An essay on the upright row….and peanuts
Feb 16, 2024This is a brief essay on the upright row. For some reason this humble exercise inspires immense hate; is the hate justified?
Let's begin with a peanut analogy. Stay with me. Two friends go out to dinner and decide to share a chicken curry laced with peanuts (unbeknown to both individuals).
One individual happens to be allergic to peanuts, and thus becomes violently ill shortly after consuming said curry.
The other individual is not allergic and enjoys the meal, relishing in its taste and nutritional value.
Two individuals, two very different outcomes.
What gives?
The peanut remains the same humble peanut. It hasn't suddenly become evil and murderous.
The peanut does interact with an individual that is allergic to it, and thus illness ensues. So, the problem arises when the peanut interacts with a host that can't tolerate it. They say it takes 2 to tango, and in this case it certainly does.
Let us now consider a controversial shoulder exercise: the upright row. Some social media influencers believe it is the worst exercise you can do for your shoulders and that it should be avoided with NO EXCEPTIONS. The chief argument for the naysayers is that the exercise has a biomechanical cost owing to its abducted and internally rotated properties.
“You may not pay for it now, or tomorrow, but you will pay for it!”. Or so goes the dramatic (verbatim) claim.
Some even go so far as to say doing upright rows will CERTAINLY lead to shoulder surgery.
Is this absolutist stance logical?
Firstly, you can absolutely injure yourself by doing an upright row exercise. But this isn’t the debate. Any movement or activity has a risk profile, and that profile is contingent on many variables. I have seen shoulder injuries occur in diverse ways, both from traumatic and non-traumatic mechanisms. I can’t say someone has presented to me with their primary mechanism of injury being the upright row, but that doesn’t mean it hasn’t occurred. In fact, social media tells me it happens all the time.
We lack data that suggests the upright row is a dangerous exercise or that it increases our chances of developing shoulder pain. We have theories, based on the impingement model of shoulder pain, which assert the exercise is bad because the position at the top of the movement resembles that of an impingement test (Hawkins Kennedy test). Let’s remember that the impingement model of shoulder pain has basically zero credibility in the year 2024 amongst industry experts, which has implications for theories using it as the basis of its claims.
It is conceivable that the upright row may be good for one person, bad for another, and indifferent for the next. The upright row itself doesn’t have good and bad properties or essences; its utility is determined by its interaction with a person! Same as a peanut.

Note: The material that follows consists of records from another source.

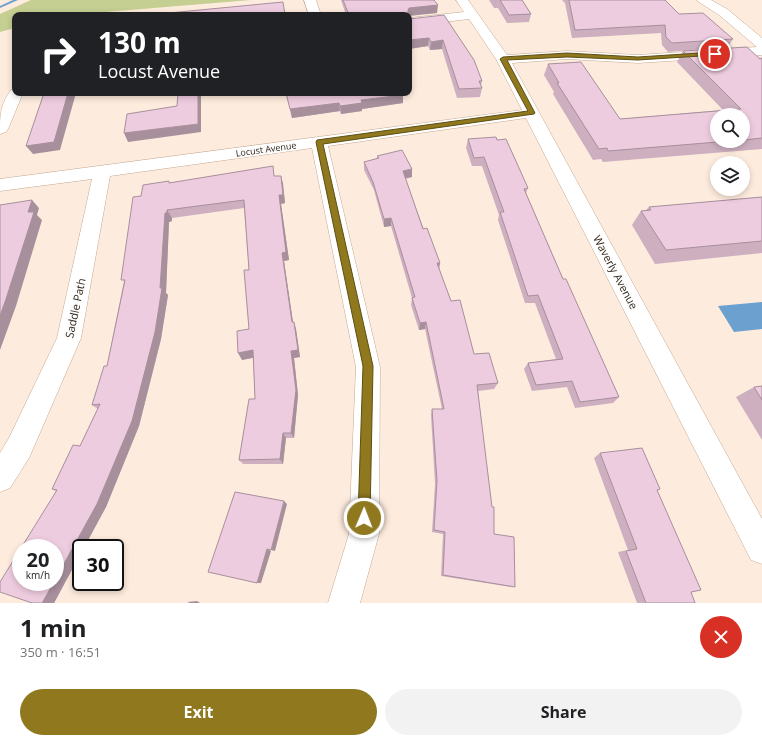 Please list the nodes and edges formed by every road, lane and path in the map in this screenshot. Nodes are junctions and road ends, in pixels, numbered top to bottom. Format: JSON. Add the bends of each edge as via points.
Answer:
{"nodes":[{"id":1,"x":310,"y":0,"type":"edge"},
{"id":2,"x":702,"y":0,"type":"edge"},
{"id":3,"x":468,"y":7,"type":"edge"},
{"id":4,"x":314,"y":12,"type":"edge"},
{"id":5,"x":412,"y":21,"type":"edge"},
{"id":6,"x":762,"y":45,"type":"edge"},
{"id":7,"x":762,"y":51,"type":"edge"},
{"id":8,"x":503,"y":59,"type":"junction"},
{"id":9,"x":15,"y":96,"type":"edge"},
{"id":10,"x":532,"y":113,"type":"junction"},
{"id":11,"x":0,"y":130,"type":"edge"},
{"id":12,"x":319,"y":142,"type":"junction"},
{"id":13,"x":102,"y":171,"type":"junction"},
{"id":14,"x":0,"y":184,"type":"edge"},
{"id":15,"x":0,"y":478,"type":"edge"},
{"id":16,"x":762,"y":549,"type":"edge"},
{"id":17,"x":344,"y":603,"type":"edge"}],
"edges":[{"from":1,"to":4,"type":"street"},
{"from":2,"to":6,"type":"street","via":[[722,12]]},
{"from":3,"to":5,"type":"street"},
{"from":3,"to":8,"type":"street","name":"Waverly Avenue"},
{"from":7,"to":8,"type":"street","via":[[638,59],[567,55]]},
{"from":8,"to":10,"type":"street","name":"Waverly Avenue"},
{"from":9,"to":11,"type":"street"},
{"from":10,"to":12,"type":"street","name":"Locust Avenue"},
{"from":10,"to":16,"type":"street","name":"Waverly Avenue"},
{"from":12,"to":13,"type":"street","name":"Locust Avenue"},
{"from":12,"to":17,"type":"street","via":[[368,366],[364,534]]},
{"from":13,"to":14,"type":"street","name":"Locust Avenue"},
{"from":13,"to":15,"type":"street","name":"Saddle Path","via":[[69,338],[19,448]]}]}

How the upright row will interact with an individual will depend on many individual factors. For example, age, rotator cuff health, glenohumeral joint health, past experience with upright rows, weightlifting and general loading history, thoughts, and feelings regarding upright rows, sleep habits, psychological distress etc. etc. These are factors that can’t be standardised across space and time. Which begs the question, can we say the upright row is a dangerous exercise and should be avoided, no questions asked?
No.
Remember that it is very hard to predict injury [1] and how an individual will respond to a particular exercise. Even identical twins respond variably to the same exercise stimulus [2], how the hell can we predict outcomes across 2 totally unique individuals? Predicting a shoulder injury, or any injury, involves a tangled web of determinants and is now often conceptualised as a non-linear process [3].
Now obviously, we need some common sense here. If you were to give an untrained individual a 100kg bench press, there is a high probability of sustaining an injury. If you gave the same person 20kg upright rows, again there will probably be increased injury risk. In both cases it's a load issue and not an exercise type issue. You should still strive to be considered and responsible in your exercise prescription, and not subscribe to the nihilist claim that "anything goes" because injury is unpredictable.
In summary, absolutist claims that emphasise binary outcomes (good/bad) (yes/no) (injury/non-injury) (surgery/non-surgery) probably have no place in complex areas such as pain and injury, and certainly not exercise selection. These claims simply rely on too many assumptions, most of which have been refuted (impingement), which leaves a very flimsy argument based mainly on “trust me bro”. So, feel free to do the upright row, or not, but please judge it on individual merit and context, and not some dude on YouTube.
My online course covers exercise prescription for shoulder pain in great detail, based on sound science and clinical reasoning (and a vanishingly small amount of "trust me bro").
References
- Bahr, R., Why screening tests to predict injury do not work-and probably never will...: a critical review.Br J Sports Med, 2016. 50(13): p. 776-80.
- Marsh, C.E., et al., Fitness and strength responses to distinct exercise modes in twins: Studies of Twin Responses to Understand Exercise as a THerapy (STRUETH) study.J Physiol, 2020. 598(18): p. 3845-3858.
- Stern, B.D., E.J. Hegedus, and Y.C. Lai, Injury prediction as a non-linear system.Phys Ther Sport, 2020. 41: p. 43-48.